The group also said that travel insurance for British citizens visiting European nations could become unaffordable if people are no longer allowed to use the European Health Insurance Card (EHIC). The card currently entitles travellers to urgent care without paying upfront premiums but could be scrapped if a deal is not reached.

Data from the Nuffield Trust found an unknown proportion of the 190,000 UK pensioners living in the EU could be given little choice but to return to the UK.

In the “worst-case scenario” all of these people could need hospital beds, requiring 1,600 more nurses as well as doctors and other staff whose numbers could be reduced by foreign nationals leaving the country.

The Alliance claimed no deal with the EU could also mean systems become less streamlined, as the current procedure for dealing with European patients is significantly smoother than those from other foreign countries.

The warning is built on Nuffield Trust analysis, which puts the cost of caring for everyone who returns to the UK at £1bn a year minus £500m the country would no longer have to pay to the EU.

However, these figures do not include the additional wealth that could be received by incoming citizens paying for NHS care.

“Our report sets out what could happen if we were to see an end to the mutually beneficial healthcare arrangements between the UK and the EU,” explained Niall Dickson, co-chair of the Brexit Health Alliance and CEO of NHS Confederation.

“This is likely to mean not only more red tape and inconvenience for millions of Britons and Europeans, but could mean more pressure on our health and care system if many of those living elsewhere in Europe felt they had to return. What is more, EU travel could become unaffordable for British citizens with existing health problems.

“Patients stand to lose out dramatically if UK nationals travelling to and living in the EU are no longer able to benefit from free healthcare and EU citizens will also lose out by not being able to get free healthcare here.

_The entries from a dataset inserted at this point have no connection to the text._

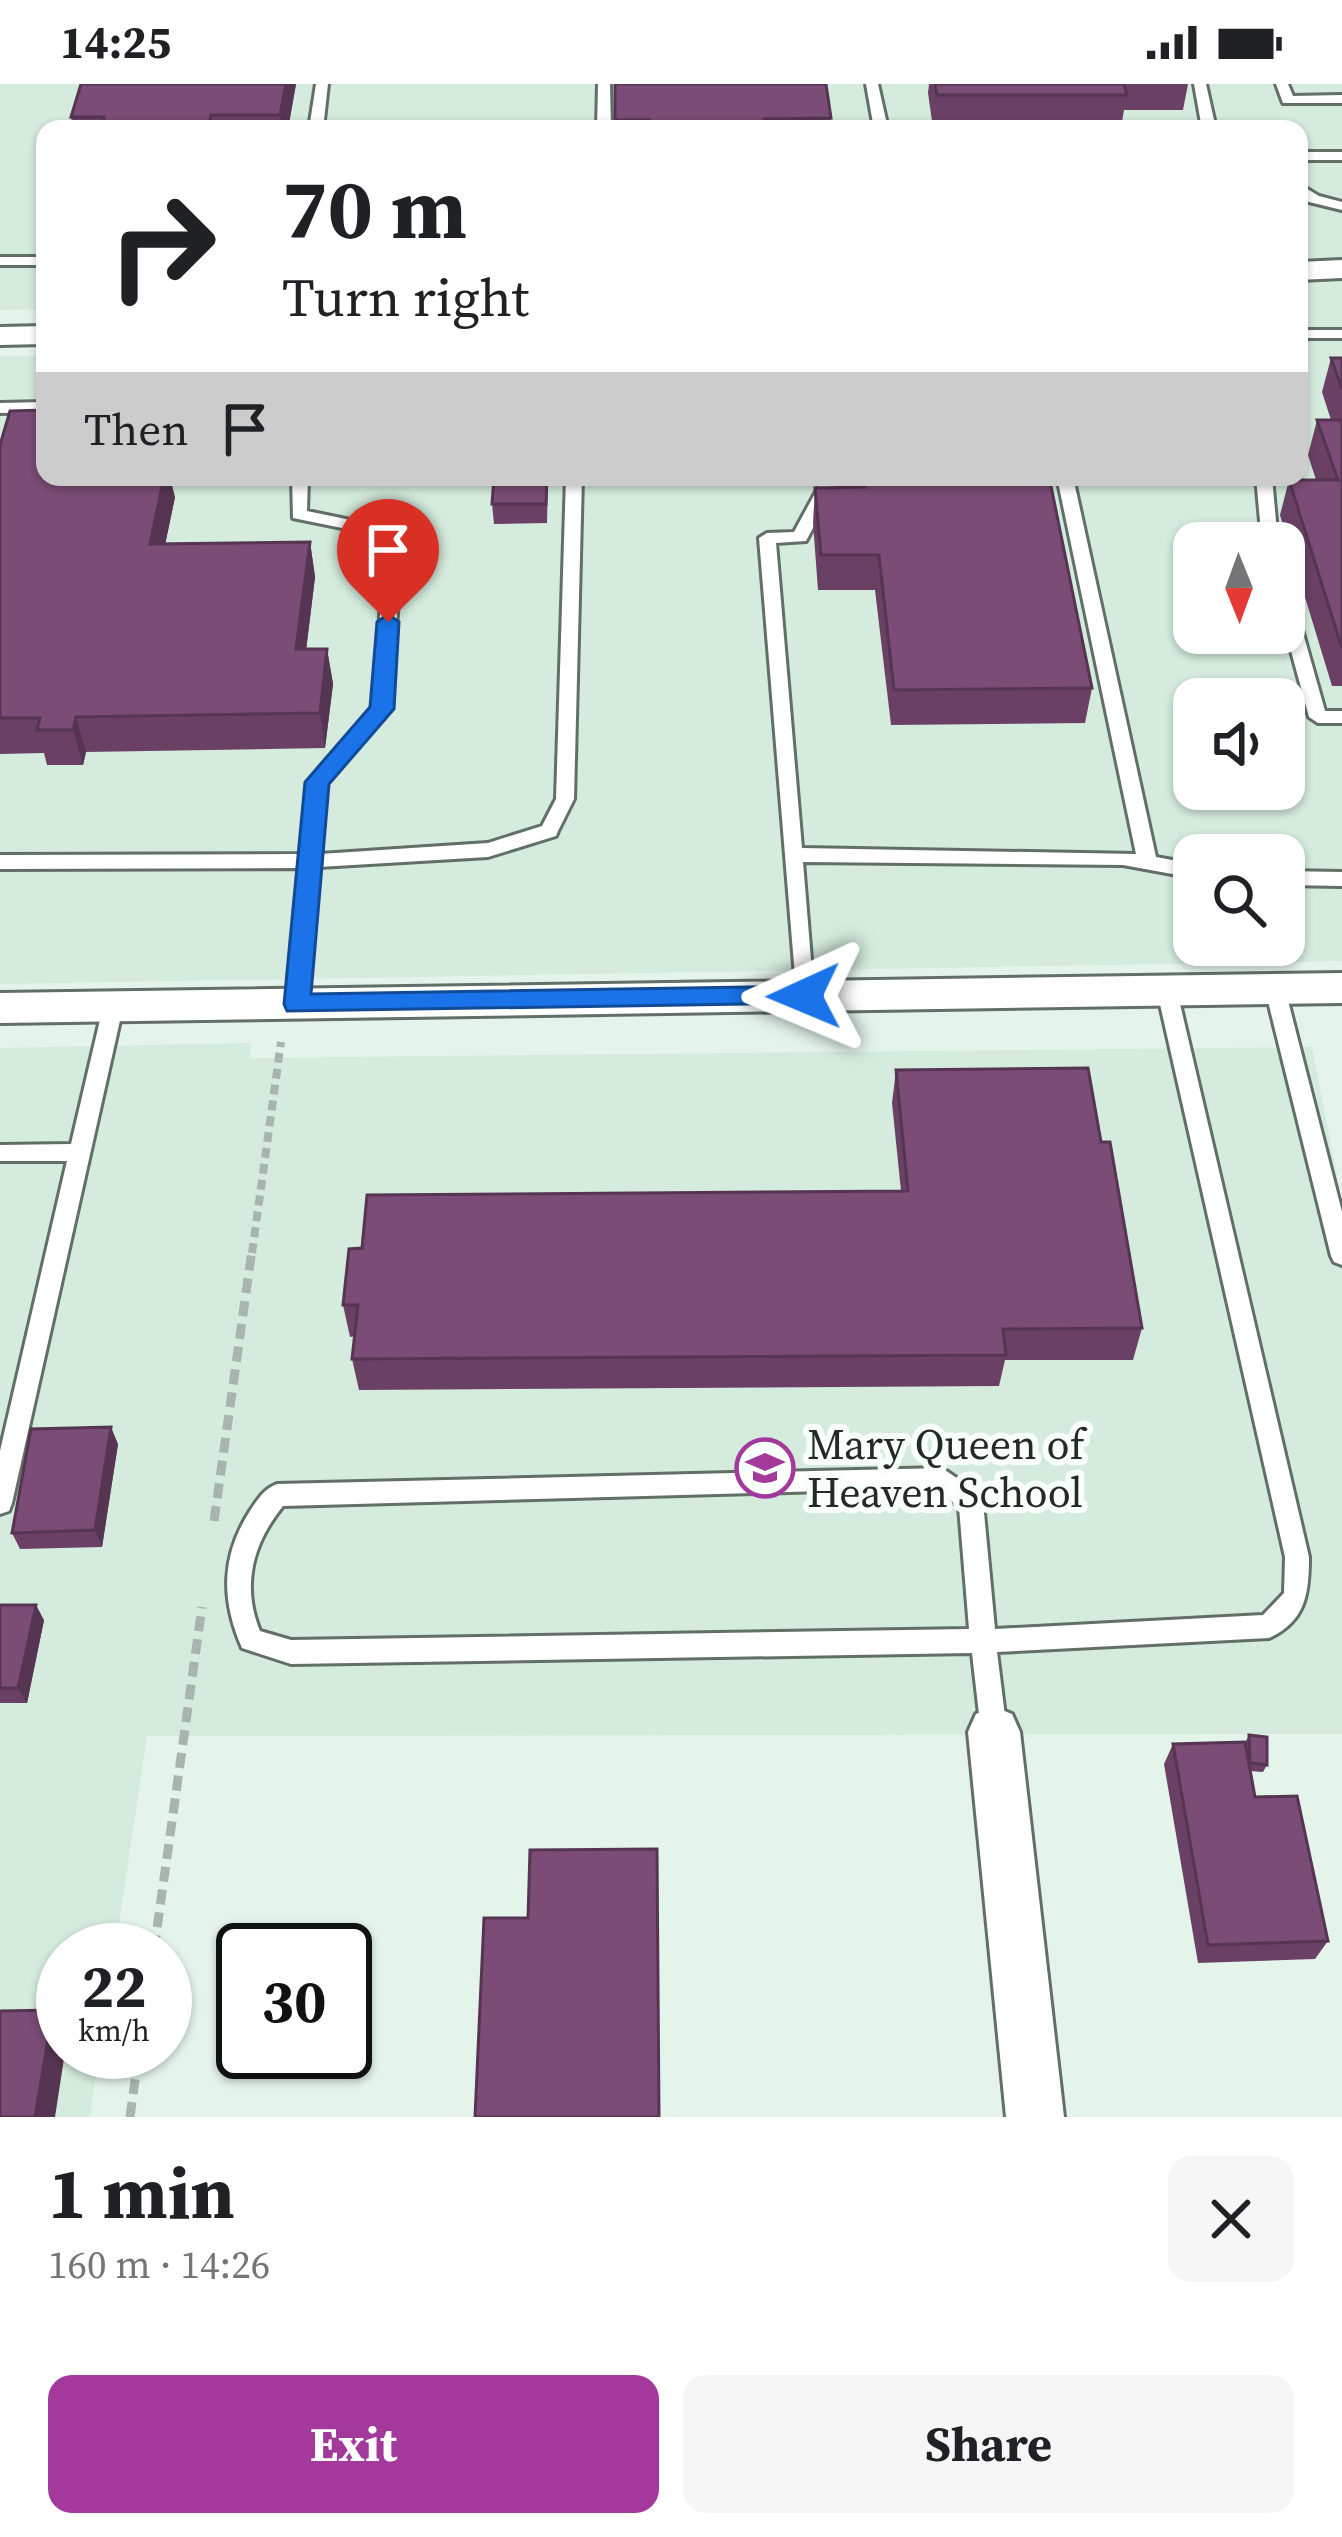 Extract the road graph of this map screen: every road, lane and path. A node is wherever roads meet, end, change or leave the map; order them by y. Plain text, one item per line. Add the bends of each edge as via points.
1 (322, 84) edge
2 (604, 84) edge
3 (872, 84) edge
4 (1200, 84) edge
5 (1282, 84) edge
6 (1342, 100) edge
7 (317, 120) edge
8 (604, 120) edge
9 (879, 120) edge
10 (1207, 120) edge
11 (1308, 156) edge
12 (1342, 156) edge
13 (1308, 195) edge
14 (1342, 206) edge
15 (0, 261) edge
16 (36, 261) edge
17 (1342, 269) edge
18 (1308, 271) edge
19 (1308, 334) edge
20 (1342, 334) edge
21 (36, 335) edge
22 (0, 336) edge
23 (0, 407) edge
24 (36, 407) edge
25 (300, 486) edge
26 (574, 486) edge
27 (827, 486) edge
28 (1067, 486) edge
29 (1265, 486) edge
30 (1268, 522) edge
31 (1301, 654) edge
32 (1342, 717) edge
33 (795, 855) junction
34 (310, 861) junction
35 (0, 862) edge
36 (1147, 862) junction
37 (1173, 867) edge
38 (1305, 878) edge
39 (1342, 878) edge
40 (1342, 988) edge
41 (1275, 989) junction
42 (1167, 991) junction
43 (804, 996) junction
44 (297, 1004) junction
45 (113, 1007) junction
46 (0, 1008) edge
47 (280, 1054) dead end
48 (0, 1153) edge
49 (82, 1153) junction
50 (1342, 1256) edge
51 (0, 1503) edge
52 (213, 1526) dead end
53 (203, 1596) dead end
54 (983, 1641) junction
55 (994, 1732) joint
56 (158, 1923) edge
57 (136, 2079) edge
58 (130, 2117) edge
59 (1035, 2117) edge

1 - 7 lane
2 - 8 lane
3 - 9 lane
4 - 10 lane
5 - 6 lane via 1288,100
11 - 12 lane
13 - 14 lane
15 - 16 lane
17 - 18 street
19 - 20 lane
21 - 22 street
23 - 24 lane
25 - 34 lane via 298,514 394,534 382,709 317,782
26 - 34 lane via 565,799 549,831 488,850
27 - 33 lane via 800,537 767,538
28 - 36 lane
29 - 30 lane
31 - 32 lane via 1318,717
33 - 36 lane
33 - 43 lane
34 - 35 lane
34 - 44 lane
36 - 37 lane
38 - 39 lane
40 - 41 street
41 - 42 street
41 - 50 lane
42 - 43 street
42 - 54 lane via 1297,1557 1296,1598 1269,1626
43 - 44 street
44 - 45 street
45 - 46 street
45 - 49 lane
47 - 52 path
48 - 49 lane
49 - 51 lane
53 - 56 path
54 - 54 lane via 971,1502 942,1479 277,1495 253,1521 236,1612 251,1640 291,1652
54 - 55 lane
55 - 59 street
57 - 58 path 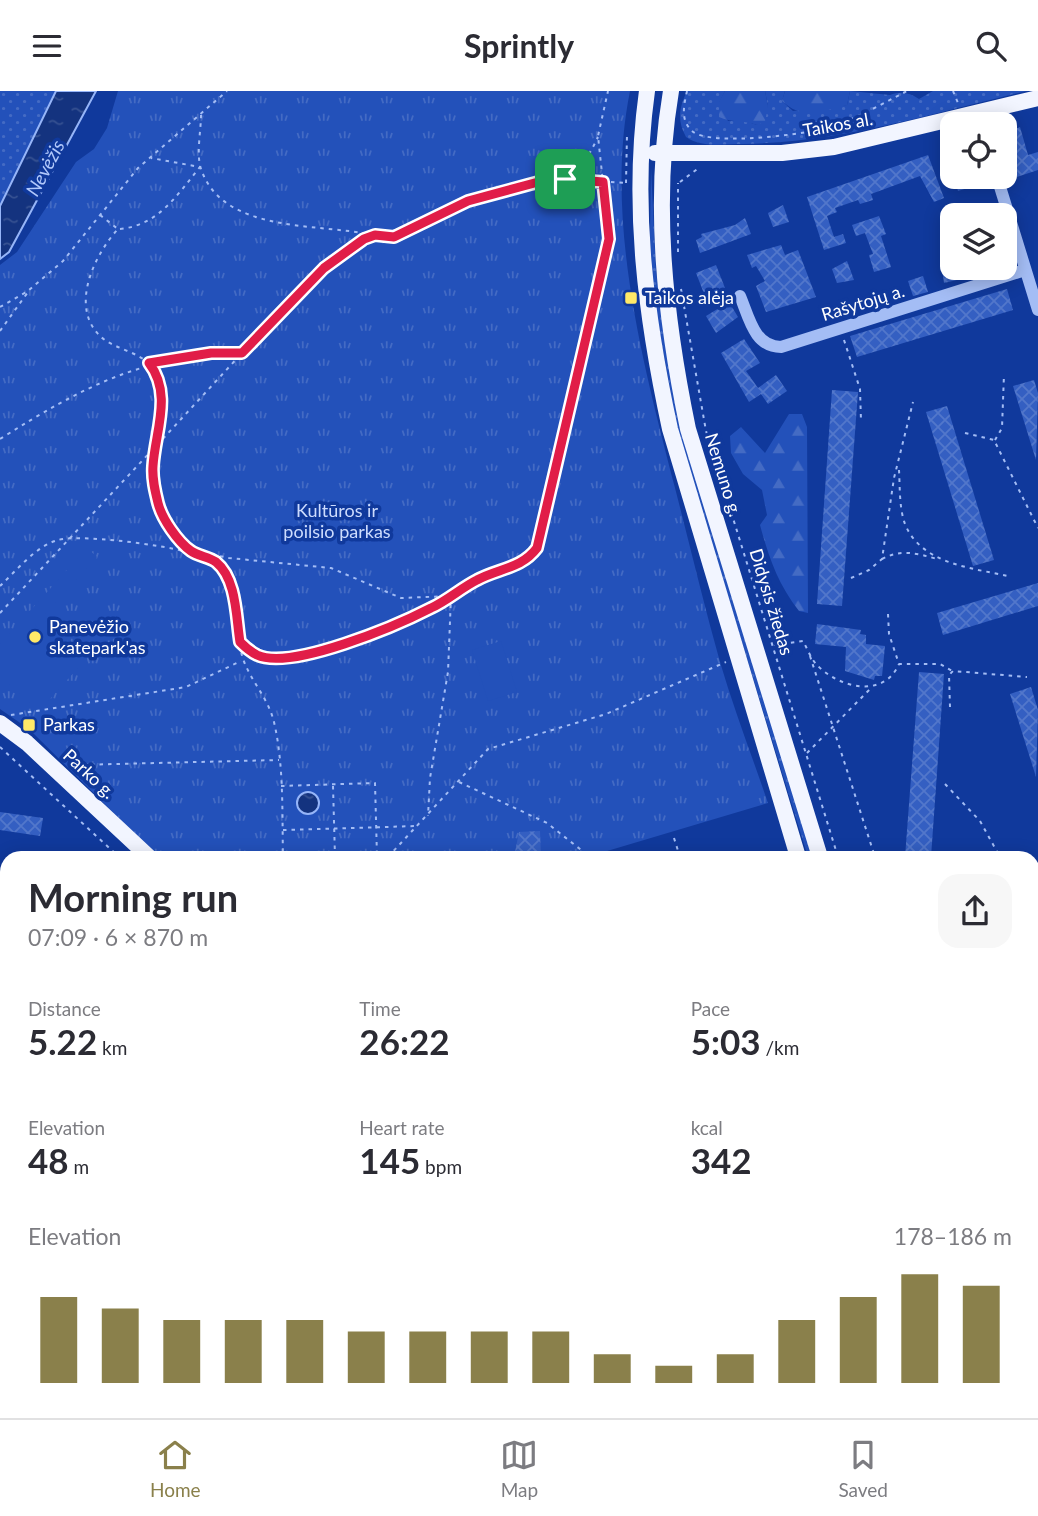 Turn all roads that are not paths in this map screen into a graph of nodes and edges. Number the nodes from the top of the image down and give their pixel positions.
1 (647, 91) edge
2 (671, 91) edge
3 (1038, 98) edge
4 (999, 112) edge
5 (940, 127) edge
6 (640, 152) junction
7 (663, 153) junction
8 (1001, 189) edge
9 (1025, 271) junction
10 (740, 296) dead end
11 (1038, 310) edge
12 (0, 723) edge
13 (143, 851) edge
14 (796, 851) edge
15 (818, 851) edge

1 - 6 main road
2 - 7 main road, Nemuno g.
3 - 4 main road, Taikos al.
5 - 7 main road, Taikos al.
6 - 7 main road, Taikos al.
6 - 14 main road
7 - 15 main road, Nemuno g.
8 - 9 street
9 - 10 street, Rašytojų a.
9 - 11 street
12 - 13 main road, Parko g. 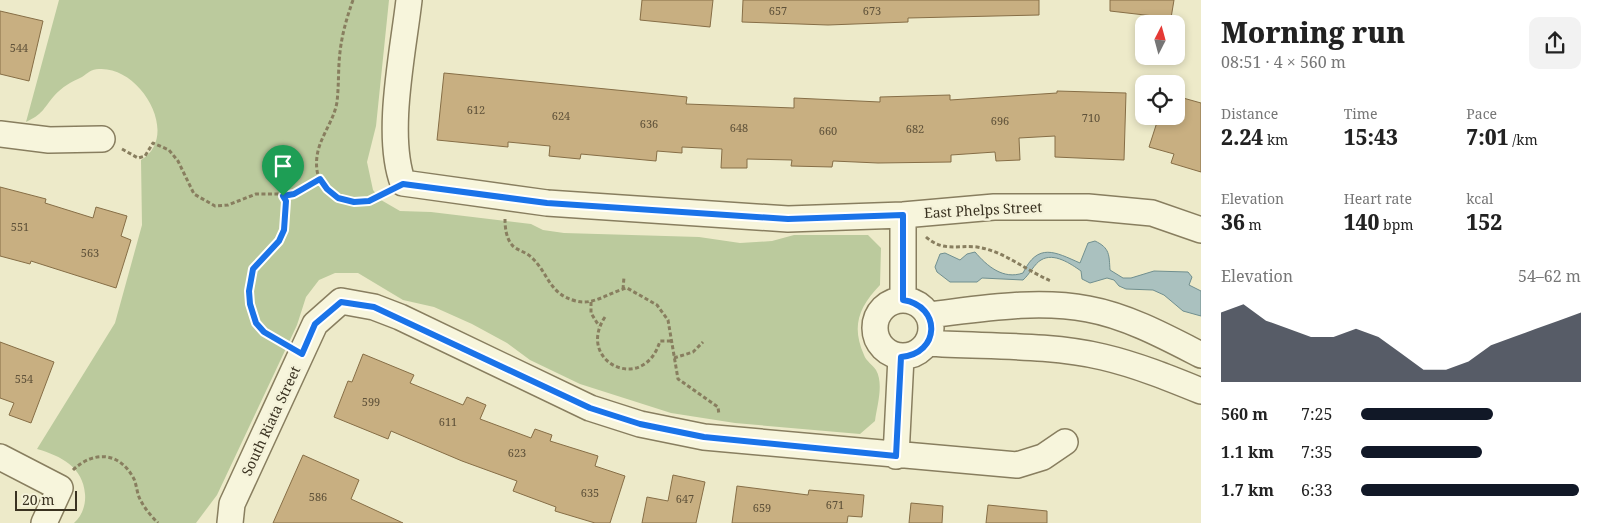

“This is simply not acceptable. We want to see a Brexit settlement that will allow existing or similar arrangements to continue to benefit patients and those who provide their care.”

Under the current reciprocal system, British nationals in Europe are given healthcare on the same terms as local populations. However, it is currently unclear whether the same conditions would be met when Britain officially leaves the EU.